<<<<

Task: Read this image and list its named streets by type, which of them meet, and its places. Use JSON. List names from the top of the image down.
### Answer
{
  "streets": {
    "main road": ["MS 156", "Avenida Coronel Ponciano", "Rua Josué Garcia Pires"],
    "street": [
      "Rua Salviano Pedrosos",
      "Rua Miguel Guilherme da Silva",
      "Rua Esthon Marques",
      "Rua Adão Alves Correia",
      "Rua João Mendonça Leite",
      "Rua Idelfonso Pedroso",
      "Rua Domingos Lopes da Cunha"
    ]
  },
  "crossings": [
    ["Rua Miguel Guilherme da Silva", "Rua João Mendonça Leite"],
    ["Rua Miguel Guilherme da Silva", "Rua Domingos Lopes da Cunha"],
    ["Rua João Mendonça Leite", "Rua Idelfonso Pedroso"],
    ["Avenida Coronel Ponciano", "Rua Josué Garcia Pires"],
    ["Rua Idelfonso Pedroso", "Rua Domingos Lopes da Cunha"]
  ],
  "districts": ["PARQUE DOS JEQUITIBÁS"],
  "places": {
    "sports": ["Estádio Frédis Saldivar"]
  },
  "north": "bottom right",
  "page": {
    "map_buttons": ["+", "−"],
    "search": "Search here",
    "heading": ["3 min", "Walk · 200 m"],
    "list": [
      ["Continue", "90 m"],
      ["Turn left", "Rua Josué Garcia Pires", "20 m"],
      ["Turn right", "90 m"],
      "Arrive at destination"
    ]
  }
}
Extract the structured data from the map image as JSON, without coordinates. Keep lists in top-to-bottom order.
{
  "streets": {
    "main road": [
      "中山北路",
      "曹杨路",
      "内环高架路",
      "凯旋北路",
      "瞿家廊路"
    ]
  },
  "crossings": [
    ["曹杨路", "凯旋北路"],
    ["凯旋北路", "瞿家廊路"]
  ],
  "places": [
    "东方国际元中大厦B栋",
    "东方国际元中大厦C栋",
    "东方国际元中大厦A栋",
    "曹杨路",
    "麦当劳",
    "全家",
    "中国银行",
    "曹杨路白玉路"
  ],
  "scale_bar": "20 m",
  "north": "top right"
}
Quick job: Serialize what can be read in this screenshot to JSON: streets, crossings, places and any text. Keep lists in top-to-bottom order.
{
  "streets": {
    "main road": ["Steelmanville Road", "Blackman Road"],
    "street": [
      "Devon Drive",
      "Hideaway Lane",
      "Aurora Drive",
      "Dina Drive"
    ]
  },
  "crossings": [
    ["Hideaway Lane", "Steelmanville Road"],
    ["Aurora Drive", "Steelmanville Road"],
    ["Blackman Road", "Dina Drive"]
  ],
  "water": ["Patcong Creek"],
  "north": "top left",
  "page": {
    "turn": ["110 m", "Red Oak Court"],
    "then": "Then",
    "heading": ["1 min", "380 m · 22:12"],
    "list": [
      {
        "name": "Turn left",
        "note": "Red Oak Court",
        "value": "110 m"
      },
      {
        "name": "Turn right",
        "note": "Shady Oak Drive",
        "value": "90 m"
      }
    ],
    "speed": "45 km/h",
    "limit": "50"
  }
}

>>>>

== Exercise instructions ==
Nothing in the entries may change. Retype them all.

== Result below ==
Task: Read this image and list its named streets by type, which of them meet, and its places. Use JSON. List names from the top of the image down.
### Answer
{
  "streets": {
    "main road": ["MS 156", "Avenida Coronel Ponciano", "Rua Josué Garcia Pires"],
    "street": [
      "Rua Salviano Pedrosos",
      "Rua Miguel Guilherme da Silva",
      "Rua Esthon Marques",
      "Rua Adão Alves Correia",
      "Rua João Mendonça Leite",
      "Rua Idelfonso Pedroso",
      "Rua Domingos Lopes da Cunha"
    ]
  },
  "crossings": [
    ["Rua Miguel Guilherme da Silva", "Rua João Mendonça Leite"],
    ["Rua Miguel Guilherme da Silva", "Rua Domingos Lopes da Cunha"],
    ["Rua João Mendonça Leite", "Rua Idelfonso Pedroso"],
    ["Avenida Coronel Ponciano", "Rua Josué Garcia Pires"],
    ["Rua Idelfonso Pedroso", "Rua Domingos Lopes da Cunha"]
  ],
  "districts": ["PARQUE DOS JEQUITIBÁS"],
  "places": {
    "sports": ["Estádio Frédis Saldivar"]
  },
  "north": "bottom right",
  "page": {
    "map_buttons": ["+", "−"],
    "search": "Search here",
    "heading": ["3 min", "Walk · 200 m"],
    "list": [
      ["Continue", "90 m"],
      ["Turn left", "Rua Josué Garcia Pires", "20 m"],
      ["Turn right", "90 m"],
      "Arrive at destination"
    ]
  }
}
Extract the structured data from the map image as JSON, without coordinates. Keep lists in top-to-bottom order.
{
  "streets": {
    "main road": [
      "中山北路",
      "曹杨路",
      "内环高架路",
      "凯旋北路",
      "瞿家廊路"
    ]
  },
  "crossings": [
    ["曹杨路", "凯旋北路"],
    ["凯旋北路", "瞿家廊路"]
  ],
  "places": [
    "东方国际元中大厦B栋",
    "东方国际元中大厦C栋",
    "东方国际元中大厦A栋",
    "曹杨路",
    "麦当劳",
    "全家",
    "中国银行",
    "曹杨路白玉路"
  ],
  "scale_bar": "20 m",
  "north": "top right"
}
Quick job: Serialize what can be read in this screenshot to JSON: streets, crossings, places and any text. Keep lists in top-to-bottom order.
{
  "streets": {
    "main road": ["Steelmanville Road", "Blackman Road"],
    "street": [
      "Devon Drive",
      "Hideaway Lane",
      "Aurora Drive",
      "Dina Drive"
    ]
  },
  "crossings": [
    ["Hideaway Lane", "Steelmanville Road"],
    ["Aurora Drive", "Steelmanville Road"],
    ["Blackman Road", "Dina Drive"]
  ],
  "water": ["Patcong Creek"],
  "north": "top left",
  "page": {
    "turn": ["110 m", "Red Oak Court"],
    "then": "Then",
    "heading": ["1 min", "380 m · 22:12"],
    "list": [
      {
        "name": "Turn left",
        "note": "Red Oak Court",
        "value": "110 m"
      },
      {
        "name": "Turn right",
        "note": "Shady Oak Drive",
        "value": "90 m"
      }
    ],
    "speed": "45 km/h",
    "limit": "50"
  }
}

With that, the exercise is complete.